## What to do
The expected output is every record below, transcribed exactly, with the pictures left out.

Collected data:
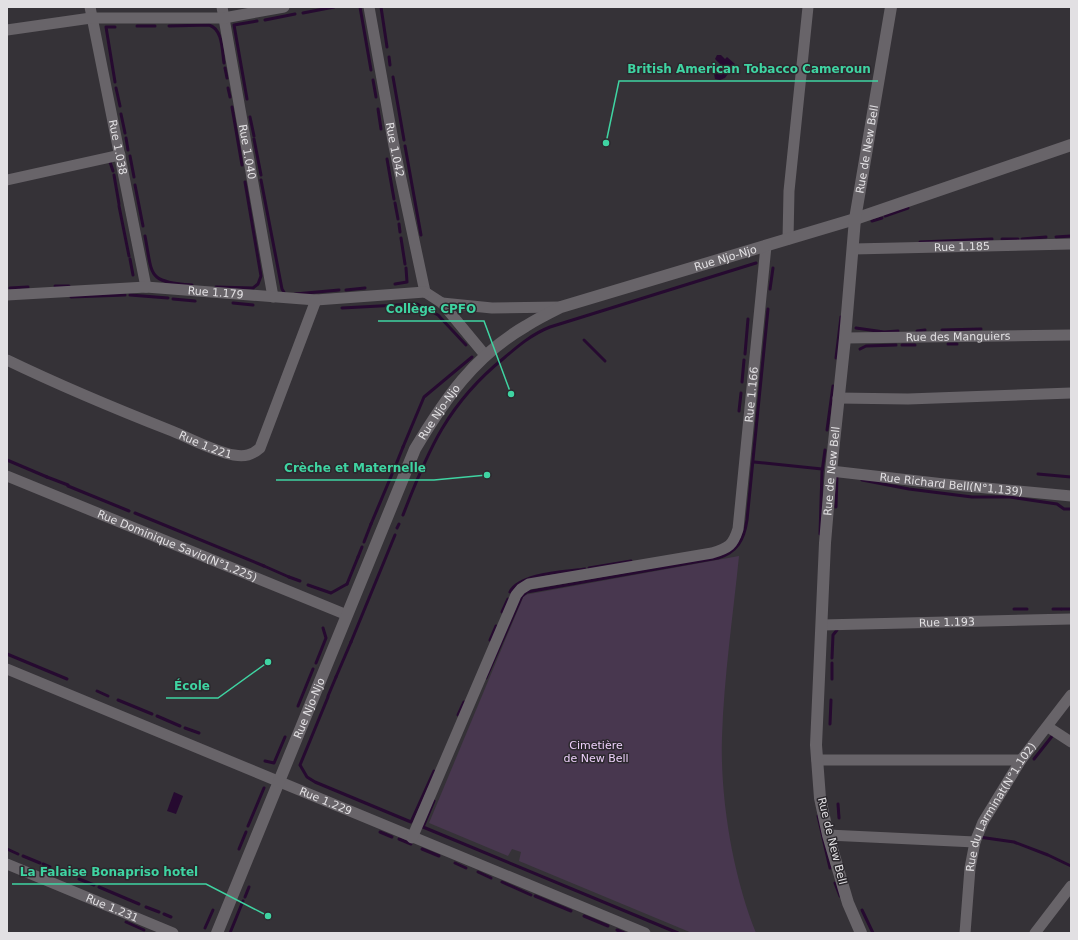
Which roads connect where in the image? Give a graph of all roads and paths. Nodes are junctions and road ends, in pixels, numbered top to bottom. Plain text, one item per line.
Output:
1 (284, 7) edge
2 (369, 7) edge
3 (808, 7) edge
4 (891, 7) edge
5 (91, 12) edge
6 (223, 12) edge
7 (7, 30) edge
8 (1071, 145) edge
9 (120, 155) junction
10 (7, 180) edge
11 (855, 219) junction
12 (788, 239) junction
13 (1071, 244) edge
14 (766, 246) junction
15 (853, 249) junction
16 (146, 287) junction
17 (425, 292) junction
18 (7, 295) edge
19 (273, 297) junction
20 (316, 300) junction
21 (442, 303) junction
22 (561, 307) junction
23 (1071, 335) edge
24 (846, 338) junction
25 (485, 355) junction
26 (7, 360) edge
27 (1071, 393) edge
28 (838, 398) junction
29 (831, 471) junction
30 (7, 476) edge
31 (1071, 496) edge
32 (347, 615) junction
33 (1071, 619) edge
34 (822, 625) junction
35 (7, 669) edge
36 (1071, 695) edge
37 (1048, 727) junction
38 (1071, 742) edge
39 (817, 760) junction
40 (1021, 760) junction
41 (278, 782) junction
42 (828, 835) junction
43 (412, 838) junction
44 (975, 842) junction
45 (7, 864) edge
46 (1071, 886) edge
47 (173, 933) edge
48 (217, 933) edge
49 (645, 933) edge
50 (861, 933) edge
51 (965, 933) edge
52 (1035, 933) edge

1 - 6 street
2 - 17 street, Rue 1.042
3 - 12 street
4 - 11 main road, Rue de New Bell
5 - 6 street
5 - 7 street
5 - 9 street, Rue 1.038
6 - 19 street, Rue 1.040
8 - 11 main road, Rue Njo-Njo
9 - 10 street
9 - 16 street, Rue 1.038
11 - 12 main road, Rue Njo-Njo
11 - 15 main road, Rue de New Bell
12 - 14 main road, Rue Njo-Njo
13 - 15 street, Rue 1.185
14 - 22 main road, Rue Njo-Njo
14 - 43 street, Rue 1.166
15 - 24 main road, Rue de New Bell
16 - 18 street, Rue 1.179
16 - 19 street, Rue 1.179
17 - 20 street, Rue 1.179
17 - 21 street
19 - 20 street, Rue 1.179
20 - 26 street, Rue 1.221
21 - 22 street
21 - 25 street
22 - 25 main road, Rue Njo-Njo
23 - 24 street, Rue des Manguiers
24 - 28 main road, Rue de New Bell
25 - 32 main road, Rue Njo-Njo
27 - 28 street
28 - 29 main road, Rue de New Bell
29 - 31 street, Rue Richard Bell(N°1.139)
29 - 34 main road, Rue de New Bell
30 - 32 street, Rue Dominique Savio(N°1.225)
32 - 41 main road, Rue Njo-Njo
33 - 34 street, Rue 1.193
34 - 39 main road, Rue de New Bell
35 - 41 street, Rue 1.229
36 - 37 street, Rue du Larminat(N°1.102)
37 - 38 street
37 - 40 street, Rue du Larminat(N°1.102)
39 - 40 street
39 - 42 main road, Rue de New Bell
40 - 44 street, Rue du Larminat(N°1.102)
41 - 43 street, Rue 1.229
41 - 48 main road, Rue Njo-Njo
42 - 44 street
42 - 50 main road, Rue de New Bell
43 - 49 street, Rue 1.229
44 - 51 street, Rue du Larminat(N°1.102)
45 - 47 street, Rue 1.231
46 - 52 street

## Answer section
Which roads connect where in the image? Give a graph of all roads and paths. Nodes are junctions and road ends, in pixels, numbered top to bottom. Plain text, one item per line.
Output:
1 (284, 7) edge
2 (369, 7) edge
3 (808, 7) edge
4 (891, 7) edge
5 (91, 12) edge
6 (223, 12) edge
7 (7, 30) edge
8 (1071, 145) edge
9 (120, 155) junction
10 (7, 180) edge
11 (855, 219) junction
12 (788, 239) junction
13 (1071, 244) edge
14 (766, 246) junction
15 (853, 249) junction
16 (146, 287) junction
17 (425, 292) junction
18 (7, 295) edge
19 (273, 297) junction
20 (316, 300) junction
21 (442, 303) junction
22 (561, 307) junction
23 (1071, 335) edge
24 (846, 338) junction
25 (485, 355) junction
26 (7, 360) edge
27 (1071, 393) edge
28 (838, 398) junction
29 (831, 471) junction
30 (7, 476) edge
31 (1071, 496) edge
32 (347, 615) junction
33 (1071, 619) edge
34 (822, 625) junction
35 (7, 669) edge
36 (1071, 695) edge
37 (1048, 727) junction
38 (1071, 742) edge
39 (817, 760) junction
40 (1021, 760) junction
41 (278, 782) junction
42 (828, 835) junction
43 (412, 838) junction
44 (975, 842) junction
45 (7, 864) edge
46 (1071, 886) edge
47 (173, 933) edge
48 (217, 933) edge
49 (645, 933) edge
50 (861, 933) edge
51 (965, 933) edge
52 (1035, 933) edge

1 - 6 street
2 - 17 street, Rue 1.042
3 - 12 street
4 - 11 main road, Rue de New Bell
5 - 6 street
5 - 7 street
5 - 9 street, Rue 1.038
6 - 19 street, Rue 1.040
8 - 11 main road, Rue Njo-Njo
9 - 10 street
9 - 16 street, Rue 1.038
11 - 12 main road, Rue Njo-Njo
11 - 15 main road, Rue de New Bell
12 - 14 main road, Rue Njo-Njo
13 - 15 street, Rue 1.185
14 - 22 main road, Rue Njo-Njo
14 - 43 street, Rue 1.166
15 - 24 main road, Rue de New Bell
16 - 18 street, Rue 1.179
16 - 19 street, Rue 1.179
17 - 20 street, Rue 1.179
17 - 21 street
19 - 20 street, Rue 1.179
20 - 26 street, Rue 1.221
21 - 22 street
21 - 25 street
22 - 25 main road, Rue Njo-Njo
23 - 24 street, Rue des Manguiers
24 - 28 main road, Rue de New Bell
25 - 32 main road, Rue Njo-Njo
27 - 28 street
28 - 29 main road, Rue de New Bell
29 - 31 street, Rue Richard Bell(N°1.139)
29 - 34 main road, Rue de New Bell
30 - 32 street, Rue Dominique Savio(N°1.225)
32 - 41 main road, Rue Njo-Njo
33 - 34 street, Rue 1.193
34 - 39 main road, Rue de New Bell
35 - 41 street, Rue 1.229
36 - 37 street, Rue du Larminat(N°1.102)
37 - 38 street
37 - 40 street, Rue du Larminat(N°1.102)
39 - 40 street
39 - 42 main road, Rue de New Bell
40 - 44 street, Rue du Larminat(N°1.102)
41 - 43 street, Rue 1.229
41 - 48 main road, Rue Njo-Njo
42 - 44 street
42 - 50 main road, Rue de New Bell
43 - 49 street, Rue 1.229
44 - 51 street, Rue du Larminat(N°1.102)
45 - 47 street, Rue 1.231
46 - 52 street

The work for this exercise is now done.